* **Work request**:
What you give back should match the listing word for word.

---------- Supplied data ----------

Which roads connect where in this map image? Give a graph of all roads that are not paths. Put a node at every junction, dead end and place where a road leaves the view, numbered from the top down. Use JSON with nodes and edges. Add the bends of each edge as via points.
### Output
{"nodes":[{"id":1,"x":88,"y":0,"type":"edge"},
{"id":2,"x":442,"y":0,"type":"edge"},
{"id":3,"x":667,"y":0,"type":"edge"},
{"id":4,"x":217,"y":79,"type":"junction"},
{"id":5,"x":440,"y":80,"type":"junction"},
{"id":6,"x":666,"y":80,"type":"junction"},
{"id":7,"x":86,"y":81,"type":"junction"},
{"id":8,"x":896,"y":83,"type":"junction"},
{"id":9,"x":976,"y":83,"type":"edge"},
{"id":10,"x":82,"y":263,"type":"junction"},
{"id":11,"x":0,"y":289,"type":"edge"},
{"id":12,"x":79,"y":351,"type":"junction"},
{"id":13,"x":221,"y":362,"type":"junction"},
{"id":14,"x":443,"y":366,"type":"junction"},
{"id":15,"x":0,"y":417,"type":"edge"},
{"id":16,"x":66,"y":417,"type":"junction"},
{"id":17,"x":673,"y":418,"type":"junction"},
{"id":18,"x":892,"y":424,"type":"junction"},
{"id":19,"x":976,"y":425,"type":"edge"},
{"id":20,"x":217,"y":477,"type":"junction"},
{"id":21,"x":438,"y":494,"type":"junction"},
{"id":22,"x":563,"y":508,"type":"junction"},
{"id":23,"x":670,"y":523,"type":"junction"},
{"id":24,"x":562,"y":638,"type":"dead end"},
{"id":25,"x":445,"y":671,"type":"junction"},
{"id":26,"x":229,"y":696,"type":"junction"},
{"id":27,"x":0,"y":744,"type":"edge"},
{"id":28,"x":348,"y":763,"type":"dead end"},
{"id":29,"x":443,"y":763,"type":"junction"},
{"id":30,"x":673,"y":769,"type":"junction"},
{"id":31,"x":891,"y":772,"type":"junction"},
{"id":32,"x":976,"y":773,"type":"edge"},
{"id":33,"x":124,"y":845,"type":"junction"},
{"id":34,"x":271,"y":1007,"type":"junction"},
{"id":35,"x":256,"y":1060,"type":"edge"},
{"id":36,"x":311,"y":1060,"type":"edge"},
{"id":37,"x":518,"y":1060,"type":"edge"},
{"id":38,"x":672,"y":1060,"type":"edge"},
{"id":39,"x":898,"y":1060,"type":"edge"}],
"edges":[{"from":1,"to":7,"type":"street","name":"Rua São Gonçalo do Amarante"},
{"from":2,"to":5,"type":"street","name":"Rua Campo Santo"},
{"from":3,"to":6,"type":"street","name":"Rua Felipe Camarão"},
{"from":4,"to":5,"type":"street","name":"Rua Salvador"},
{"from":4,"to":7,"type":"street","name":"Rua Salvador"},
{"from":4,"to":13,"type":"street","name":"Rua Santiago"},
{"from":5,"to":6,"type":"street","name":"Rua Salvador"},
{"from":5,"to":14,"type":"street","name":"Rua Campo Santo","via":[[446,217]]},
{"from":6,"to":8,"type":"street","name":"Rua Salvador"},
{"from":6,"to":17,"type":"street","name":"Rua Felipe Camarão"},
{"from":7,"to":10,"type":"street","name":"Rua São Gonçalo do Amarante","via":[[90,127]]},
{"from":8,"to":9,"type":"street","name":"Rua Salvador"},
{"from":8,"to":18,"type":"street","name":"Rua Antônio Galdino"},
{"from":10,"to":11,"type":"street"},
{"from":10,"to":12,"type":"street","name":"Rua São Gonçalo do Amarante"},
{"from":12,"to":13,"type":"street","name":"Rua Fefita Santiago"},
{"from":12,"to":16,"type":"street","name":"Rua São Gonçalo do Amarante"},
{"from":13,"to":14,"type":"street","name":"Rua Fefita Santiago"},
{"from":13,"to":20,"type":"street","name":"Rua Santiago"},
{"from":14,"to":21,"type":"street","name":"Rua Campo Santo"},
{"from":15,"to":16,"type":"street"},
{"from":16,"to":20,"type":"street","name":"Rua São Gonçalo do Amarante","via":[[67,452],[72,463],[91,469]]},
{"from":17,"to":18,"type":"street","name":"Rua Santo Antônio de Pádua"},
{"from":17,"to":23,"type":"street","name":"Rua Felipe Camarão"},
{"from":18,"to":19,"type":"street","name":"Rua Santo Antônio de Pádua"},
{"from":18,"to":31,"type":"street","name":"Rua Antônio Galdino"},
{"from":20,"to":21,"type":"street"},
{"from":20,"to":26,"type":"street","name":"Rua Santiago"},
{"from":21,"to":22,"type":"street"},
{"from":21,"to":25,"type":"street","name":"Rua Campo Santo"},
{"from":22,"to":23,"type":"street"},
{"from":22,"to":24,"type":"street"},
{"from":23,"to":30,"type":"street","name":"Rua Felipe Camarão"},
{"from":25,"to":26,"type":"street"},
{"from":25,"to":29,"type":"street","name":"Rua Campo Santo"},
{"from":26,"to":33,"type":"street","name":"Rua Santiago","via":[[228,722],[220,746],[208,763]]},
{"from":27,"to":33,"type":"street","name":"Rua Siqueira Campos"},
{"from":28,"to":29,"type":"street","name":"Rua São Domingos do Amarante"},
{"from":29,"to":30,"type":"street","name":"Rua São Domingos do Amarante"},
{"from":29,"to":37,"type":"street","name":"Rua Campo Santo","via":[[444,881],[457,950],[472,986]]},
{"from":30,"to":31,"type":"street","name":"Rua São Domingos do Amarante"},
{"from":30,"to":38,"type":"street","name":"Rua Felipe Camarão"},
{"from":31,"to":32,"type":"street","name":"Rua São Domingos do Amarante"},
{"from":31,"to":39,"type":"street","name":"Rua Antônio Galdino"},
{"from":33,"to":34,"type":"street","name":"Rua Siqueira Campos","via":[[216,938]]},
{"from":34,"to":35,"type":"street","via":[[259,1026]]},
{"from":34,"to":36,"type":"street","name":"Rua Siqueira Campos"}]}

----------

* **Task output**:
Which roads connect where in this map image? Give a graph of all roads that are not paths. Put a node at every junction, dead end and place where a road leaves the view, numbered from the top down. Use JSON with nodes and edges. Add the bends of each edge as via points.
### Output
{"nodes":[{"id":1,"x":88,"y":0,"type":"edge"},
{"id":2,"x":442,"y":0,"type":"edge"},
{"id":3,"x":667,"y":0,"type":"edge"},
{"id":4,"x":217,"y":79,"type":"junction"},
{"id":5,"x":440,"y":80,"type":"junction"},
{"id":6,"x":666,"y":80,"type":"junction"},
{"id":7,"x":86,"y":81,"type":"junction"},
{"id":8,"x":896,"y":83,"type":"junction"},
{"id":9,"x":976,"y":83,"type":"edge"},
{"id":10,"x":82,"y":263,"type":"junction"},
{"id":11,"x":0,"y":289,"type":"edge"},
{"id":12,"x":79,"y":351,"type":"junction"},
{"id":13,"x":221,"y":362,"type":"junction"},
{"id":14,"x":443,"y":366,"type":"junction"},
{"id":15,"x":0,"y":417,"type":"edge"},
{"id":16,"x":66,"y":417,"type":"junction"},
{"id":17,"x":673,"y":418,"type":"junction"},
{"id":18,"x":892,"y":424,"type":"junction"},
{"id":19,"x":976,"y":425,"type":"edge"},
{"id":20,"x":217,"y":477,"type":"junction"},
{"id":21,"x":438,"y":494,"type":"junction"},
{"id":22,"x":563,"y":508,"type":"junction"},
{"id":23,"x":670,"y":523,"type":"junction"},
{"id":24,"x":562,"y":638,"type":"dead end"},
{"id":25,"x":445,"y":671,"type":"junction"},
{"id":26,"x":229,"y":696,"type":"junction"},
{"id":27,"x":0,"y":744,"type":"edge"},
{"id":28,"x":348,"y":763,"type":"dead end"},
{"id":29,"x":443,"y":763,"type":"junction"},
{"id":30,"x":673,"y":769,"type":"junction"},
{"id":31,"x":891,"y":772,"type":"junction"},
{"id":32,"x":976,"y":773,"type":"edge"},
{"id":33,"x":124,"y":845,"type":"junction"},
{"id":34,"x":271,"y":1007,"type":"junction"},
{"id":35,"x":256,"y":1060,"type":"edge"},
{"id":36,"x":311,"y":1060,"type":"edge"},
{"id":37,"x":518,"y":1060,"type":"edge"},
{"id":38,"x":672,"y":1060,"type":"edge"},
{"id":39,"x":898,"y":1060,"type":"edge"}],
"edges":[{"from":1,"to":7,"type":"street","name":"Rua São Gonçalo do Amarante"},
{"from":2,"to":5,"type":"street","name":"Rua Campo Santo"},
{"from":3,"to":6,"type":"street","name":"Rua Felipe Camarão"},
{"from":4,"to":5,"type":"street","name":"Rua Salvador"},
{"from":4,"to":7,"type":"street","name":"Rua Salvador"},
{"from":4,"to":13,"type":"street","name":"Rua Santiago"},
{"from":5,"to":6,"type":"street","name":"Rua Salvador"},
{"from":5,"to":14,"type":"street","name":"Rua Campo Santo","via":[[446,217]]},
{"from":6,"to":8,"type":"street","name":"Rua Salvador"},
{"from":6,"to":17,"type":"street","name":"Rua Felipe Camarão"},
{"from":7,"to":10,"type":"street","name":"Rua São Gonçalo do Amarante","via":[[90,127]]},
{"from":8,"to":9,"type":"street","name":"Rua Salvador"},
{"from":8,"to":18,"type":"street","name":"Rua Antônio Galdino"},
{"from":10,"to":11,"type":"street"},
{"from":10,"to":12,"type":"street","name":"Rua São Gonçalo do Amarante"},
{"from":12,"to":13,"type":"street","name":"Rua Fefita Santiago"},
{"from":12,"to":16,"type":"street","name":"Rua São Gonçalo do Amarante"},
{"from":13,"to":14,"type":"street","name":"Rua Fefita Santiago"},
{"from":13,"to":20,"type":"street","name":"Rua Santiago"},
{"from":14,"to":21,"type":"street","name":"Rua Campo Santo"},
{"from":15,"to":16,"type":"street"},
{"from":16,"to":20,"type":"street","name":"Rua São Gonçalo do Amarante","via":[[67,452],[72,463],[91,469]]},
{"from":17,"to":18,"type":"street","name":"Rua Santo Antônio de Pádua"},
{"from":17,"to":23,"type":"street","name":"Rua Felipe Camarão"},
{"from":18,"to":19,"type":"street","name":"Rua Santo Antônio de Pádua"},
{"from":18,"to":31,"type":"street","name":"Rua Antônio Galdino"},
{"from":20,"to":21,"type":"street"},
{"from":20,"to":26,"type":"street","name":"Rua Santiago"},
{"from":21,"to":22,"type":"street"},
{"from":21,"to":25,"type":"street","name":"Rua Campo Santo"},
{"from":22,"to":23,"type":"street"},
{"from":22,"to":24,"type":"street"},
{"from":23,"to":30,"type":"street","name":"Rua Felipe Camarão"},
{"from":25,"to":26,"type":"street"},
{"from":25,"to":29,"type":"street","name":"Rua Campo Santo"},
{"from":26,"to":33,"type":"street","name":"Rua Santiago","via":[[228,722],[220,746],[208,763]]},
{"from":27,"to":33,"type":"street","name":"Rua Siqueira Campos"},
{"from":28,"to":29,"type":"street","name":"Rua São Domingos do Amarante"},
{"from":29,"to":30,"type":"street","name":"Rua São Domingos do Amarante"},
{"from":29,"to":37,"type":"street","name":"Rua Campo Santo","via":[[444,881],[457,950],[472,986]]},
{"from":30,"to":31,"type":"street","name":"Rua São Domingos do Amarante"},
{"from":30,"to":38,"type":"street","name":"Rua Felipe Camarão"},
{"from":31,"to":32,"type":"street","name":"Rua São Domingos do Amarante"},
{"from":31,"to":39,"type":"street","name":"Rua Antônio Galdino"},
{"from":33,"to":34,"type":"street","name":"Rua Siqueira Campos","via":[[216,938]]},
{"from":34,"to":35,"type":"street","via":[[259,1026]]},
{"from":34,"to":36,"type":"street","name":"Rua Siqueira Campos"}]}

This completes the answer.